Response of the government

  • Under the NFSA, around 4.7 crore ration cards, equivalent to approximately 18-19 crore individuals, have been introduced in the last eight years (2013-2021).
  • As of August 31, the overall national ceiling under the NFSA is 81.4 crore, while actual national coverage is about 8 crore.
    • Under the NFSA ceiling, there is still room for an extra 1.6 crore beneficiaries in the AAY and PHH categories.
  • The rise in per capita income is likely to have moved a substantial number of households into a higher income bracket, and they may no longer be as vulnerable as they were in 2013-14.
  • Due to this, the top limit of 75% for rural and 50% for urban populations classified vulnerable in 2013-14 would have been significantly reduced.
  • The inclusion of non-eligible households in the NFSA raises the Union government’s subsidy burden.


About the ‘National Food Security Act, 2013’

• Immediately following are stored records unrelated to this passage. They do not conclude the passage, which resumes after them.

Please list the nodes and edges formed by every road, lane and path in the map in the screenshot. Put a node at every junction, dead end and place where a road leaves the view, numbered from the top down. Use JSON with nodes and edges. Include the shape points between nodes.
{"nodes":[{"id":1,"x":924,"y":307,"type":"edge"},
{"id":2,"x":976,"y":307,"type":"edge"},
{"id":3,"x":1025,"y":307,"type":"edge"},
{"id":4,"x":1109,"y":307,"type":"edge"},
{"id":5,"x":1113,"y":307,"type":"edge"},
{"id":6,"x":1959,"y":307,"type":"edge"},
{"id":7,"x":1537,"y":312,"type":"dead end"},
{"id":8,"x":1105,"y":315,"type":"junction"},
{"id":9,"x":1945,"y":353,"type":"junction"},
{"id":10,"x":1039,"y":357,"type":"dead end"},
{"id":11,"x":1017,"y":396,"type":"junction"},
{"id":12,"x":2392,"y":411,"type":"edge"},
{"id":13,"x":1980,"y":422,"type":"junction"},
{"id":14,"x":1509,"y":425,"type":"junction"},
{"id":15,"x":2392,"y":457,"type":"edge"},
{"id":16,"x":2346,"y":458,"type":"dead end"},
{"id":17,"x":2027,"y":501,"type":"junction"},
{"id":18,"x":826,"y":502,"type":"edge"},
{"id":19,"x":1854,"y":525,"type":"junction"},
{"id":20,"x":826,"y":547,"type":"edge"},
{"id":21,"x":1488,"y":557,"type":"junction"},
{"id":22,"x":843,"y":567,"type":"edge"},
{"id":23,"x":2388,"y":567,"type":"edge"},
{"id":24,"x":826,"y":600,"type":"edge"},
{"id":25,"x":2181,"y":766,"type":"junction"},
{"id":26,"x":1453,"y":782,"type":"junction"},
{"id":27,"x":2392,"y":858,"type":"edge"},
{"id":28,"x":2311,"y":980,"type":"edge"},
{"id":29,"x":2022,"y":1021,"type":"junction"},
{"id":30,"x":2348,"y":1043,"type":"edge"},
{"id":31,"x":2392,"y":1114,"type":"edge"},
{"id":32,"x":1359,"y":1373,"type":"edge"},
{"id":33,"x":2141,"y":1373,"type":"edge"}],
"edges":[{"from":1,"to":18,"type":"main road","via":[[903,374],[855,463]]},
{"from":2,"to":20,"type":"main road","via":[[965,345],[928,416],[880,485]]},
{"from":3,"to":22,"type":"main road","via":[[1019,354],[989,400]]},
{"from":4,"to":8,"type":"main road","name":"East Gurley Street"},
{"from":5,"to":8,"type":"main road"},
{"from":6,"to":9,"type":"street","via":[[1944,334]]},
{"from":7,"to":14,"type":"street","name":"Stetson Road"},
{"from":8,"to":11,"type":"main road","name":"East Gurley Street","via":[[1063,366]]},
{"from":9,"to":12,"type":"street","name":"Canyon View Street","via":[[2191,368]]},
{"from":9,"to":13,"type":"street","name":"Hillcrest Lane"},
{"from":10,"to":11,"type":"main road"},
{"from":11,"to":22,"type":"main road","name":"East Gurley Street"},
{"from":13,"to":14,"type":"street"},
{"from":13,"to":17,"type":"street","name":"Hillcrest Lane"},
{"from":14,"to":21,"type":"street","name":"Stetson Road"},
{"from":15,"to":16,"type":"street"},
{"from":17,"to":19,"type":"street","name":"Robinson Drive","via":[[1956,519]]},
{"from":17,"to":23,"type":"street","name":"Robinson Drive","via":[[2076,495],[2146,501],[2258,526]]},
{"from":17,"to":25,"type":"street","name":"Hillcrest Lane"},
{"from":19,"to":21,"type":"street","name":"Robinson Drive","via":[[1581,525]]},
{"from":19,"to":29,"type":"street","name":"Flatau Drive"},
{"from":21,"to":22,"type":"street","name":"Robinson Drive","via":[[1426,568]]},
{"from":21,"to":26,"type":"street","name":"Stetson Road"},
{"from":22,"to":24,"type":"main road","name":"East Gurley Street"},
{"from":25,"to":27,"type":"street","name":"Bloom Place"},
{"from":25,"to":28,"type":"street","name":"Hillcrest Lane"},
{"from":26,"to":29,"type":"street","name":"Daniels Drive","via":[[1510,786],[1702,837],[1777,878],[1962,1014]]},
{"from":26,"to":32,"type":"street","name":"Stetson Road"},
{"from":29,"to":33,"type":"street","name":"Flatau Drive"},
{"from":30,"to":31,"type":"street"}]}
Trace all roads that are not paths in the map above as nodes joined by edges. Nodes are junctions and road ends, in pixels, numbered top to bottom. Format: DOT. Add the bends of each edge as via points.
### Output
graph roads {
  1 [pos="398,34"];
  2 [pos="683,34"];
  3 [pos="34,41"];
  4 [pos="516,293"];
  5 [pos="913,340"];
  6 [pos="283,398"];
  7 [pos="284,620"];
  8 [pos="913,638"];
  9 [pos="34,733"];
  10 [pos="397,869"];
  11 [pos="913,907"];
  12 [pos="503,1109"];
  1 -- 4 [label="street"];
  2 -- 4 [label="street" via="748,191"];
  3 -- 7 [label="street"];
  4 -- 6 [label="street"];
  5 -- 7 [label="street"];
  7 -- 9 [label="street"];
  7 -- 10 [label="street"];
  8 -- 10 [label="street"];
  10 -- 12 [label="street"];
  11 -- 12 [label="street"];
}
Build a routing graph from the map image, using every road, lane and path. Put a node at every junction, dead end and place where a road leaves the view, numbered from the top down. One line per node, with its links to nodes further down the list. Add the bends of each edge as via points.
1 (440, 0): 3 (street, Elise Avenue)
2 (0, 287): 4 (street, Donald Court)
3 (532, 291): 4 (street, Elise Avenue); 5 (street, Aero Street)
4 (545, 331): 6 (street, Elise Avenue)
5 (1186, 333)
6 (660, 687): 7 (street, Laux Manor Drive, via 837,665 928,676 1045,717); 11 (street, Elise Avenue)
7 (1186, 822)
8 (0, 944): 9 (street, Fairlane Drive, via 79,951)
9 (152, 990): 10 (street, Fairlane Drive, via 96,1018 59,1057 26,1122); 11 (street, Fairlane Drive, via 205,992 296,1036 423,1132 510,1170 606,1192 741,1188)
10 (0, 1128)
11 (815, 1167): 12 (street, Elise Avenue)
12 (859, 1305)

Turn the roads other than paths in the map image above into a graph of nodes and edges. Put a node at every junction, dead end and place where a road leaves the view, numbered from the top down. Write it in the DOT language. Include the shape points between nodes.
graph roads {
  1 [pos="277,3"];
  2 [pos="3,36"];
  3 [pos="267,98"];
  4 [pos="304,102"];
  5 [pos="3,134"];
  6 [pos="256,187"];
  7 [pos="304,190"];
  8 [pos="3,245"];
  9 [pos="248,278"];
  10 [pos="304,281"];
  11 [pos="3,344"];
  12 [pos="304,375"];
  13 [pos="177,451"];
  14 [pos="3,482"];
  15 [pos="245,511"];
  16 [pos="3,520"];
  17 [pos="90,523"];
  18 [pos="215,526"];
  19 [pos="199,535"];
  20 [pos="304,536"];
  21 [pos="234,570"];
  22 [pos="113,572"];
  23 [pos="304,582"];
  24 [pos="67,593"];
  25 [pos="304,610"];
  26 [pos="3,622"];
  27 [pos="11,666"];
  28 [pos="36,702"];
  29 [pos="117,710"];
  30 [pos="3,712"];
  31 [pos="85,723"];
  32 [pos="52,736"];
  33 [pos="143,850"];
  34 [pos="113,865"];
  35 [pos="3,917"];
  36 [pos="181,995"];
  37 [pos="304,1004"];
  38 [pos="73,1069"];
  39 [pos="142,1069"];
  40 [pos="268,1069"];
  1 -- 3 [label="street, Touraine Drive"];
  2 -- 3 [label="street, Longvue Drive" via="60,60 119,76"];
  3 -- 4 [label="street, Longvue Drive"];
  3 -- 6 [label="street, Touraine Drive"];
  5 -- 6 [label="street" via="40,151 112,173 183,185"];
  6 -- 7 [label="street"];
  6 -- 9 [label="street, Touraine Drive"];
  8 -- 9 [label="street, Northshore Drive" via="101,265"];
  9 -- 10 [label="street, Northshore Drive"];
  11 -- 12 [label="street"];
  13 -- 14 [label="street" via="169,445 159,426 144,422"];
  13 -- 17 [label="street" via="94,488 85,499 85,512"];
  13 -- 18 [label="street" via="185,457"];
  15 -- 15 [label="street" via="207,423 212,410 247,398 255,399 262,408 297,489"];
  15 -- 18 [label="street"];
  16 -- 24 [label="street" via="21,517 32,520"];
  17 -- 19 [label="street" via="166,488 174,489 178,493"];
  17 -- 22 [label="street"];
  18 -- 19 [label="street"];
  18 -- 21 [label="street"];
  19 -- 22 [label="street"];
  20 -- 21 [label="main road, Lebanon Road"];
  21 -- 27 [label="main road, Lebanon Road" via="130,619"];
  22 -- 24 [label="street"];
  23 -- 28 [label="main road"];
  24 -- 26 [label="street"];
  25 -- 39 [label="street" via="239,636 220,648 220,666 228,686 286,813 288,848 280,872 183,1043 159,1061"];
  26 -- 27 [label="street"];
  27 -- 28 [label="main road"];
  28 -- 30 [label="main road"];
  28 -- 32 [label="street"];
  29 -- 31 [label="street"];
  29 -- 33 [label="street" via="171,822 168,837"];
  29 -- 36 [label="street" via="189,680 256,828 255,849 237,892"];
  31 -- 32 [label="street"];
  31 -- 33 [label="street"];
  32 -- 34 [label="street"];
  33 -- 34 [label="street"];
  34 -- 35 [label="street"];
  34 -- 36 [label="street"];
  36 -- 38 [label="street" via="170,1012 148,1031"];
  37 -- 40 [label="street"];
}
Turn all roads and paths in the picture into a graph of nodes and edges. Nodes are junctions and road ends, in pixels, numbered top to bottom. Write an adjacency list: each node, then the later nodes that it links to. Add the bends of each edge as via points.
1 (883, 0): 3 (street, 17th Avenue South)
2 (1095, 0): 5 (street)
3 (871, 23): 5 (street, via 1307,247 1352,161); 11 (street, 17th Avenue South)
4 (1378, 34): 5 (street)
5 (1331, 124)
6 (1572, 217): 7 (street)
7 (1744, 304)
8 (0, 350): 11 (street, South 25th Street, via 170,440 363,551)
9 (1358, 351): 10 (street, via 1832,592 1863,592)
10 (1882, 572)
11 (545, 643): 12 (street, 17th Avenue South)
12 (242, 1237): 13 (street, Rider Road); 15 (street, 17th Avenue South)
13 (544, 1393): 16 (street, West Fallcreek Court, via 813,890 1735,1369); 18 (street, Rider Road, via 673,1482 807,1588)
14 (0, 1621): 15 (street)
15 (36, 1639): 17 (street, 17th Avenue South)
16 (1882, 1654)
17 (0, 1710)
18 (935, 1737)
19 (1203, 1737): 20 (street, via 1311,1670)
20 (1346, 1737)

  • The NFSA, 2013 was notified to provide for food and nutritional security, by ensuring access to adequate quantity of quality food at affordable prices to people to live a life with dignity.
  • Salient features —
    • It provides a legal right to persons belonging to “eligible households” to receive food grains at subsidised price/central issue prices under the under Targeted Public Distribution System (TPDS).
    • The percentage of population covered under TPDS in rural and urban areas shall be calculated on the basis of Census of India.
    • State governments are tasked with identifying Antyodaya Anna Yojana (AAY – poorest of the poor) and priority households (PHH) beneficiaries within the TPDS-covered population.
    • Every person in the PHH category receives 5 kg of food grains per month at – rice at Rs 3/kg, wheat at Rs 2/kg and coarse grain at Re 1/kg. Each AAY household gets Rs 35 kg of food grains per month.
    • The Act covers up to 75% of the rural population and up to 50% of the urban population for receiving subsidised food grains (overall 67% of the total population).
    • Special focus on the nutritional support to women and children —
      • Women — It provides meals to pregnant women and lactating mothers during pregnancy and six months after the child birth.
        • Such women will also be entitled to receive maternity benefits of not less than 6,000.
      • Children — Up to 14 years of age will be entitled to nutritious meals as per the prescribed nutritional standards.
    • Food security allowance — In case of non-supply of entitled food grains or meals, the beneficiaries will receive food security allowance.
    • Grievance redressal mechanism — The Act also contains provisions for setting up of grievance redressal mechanisms at the District and State levels.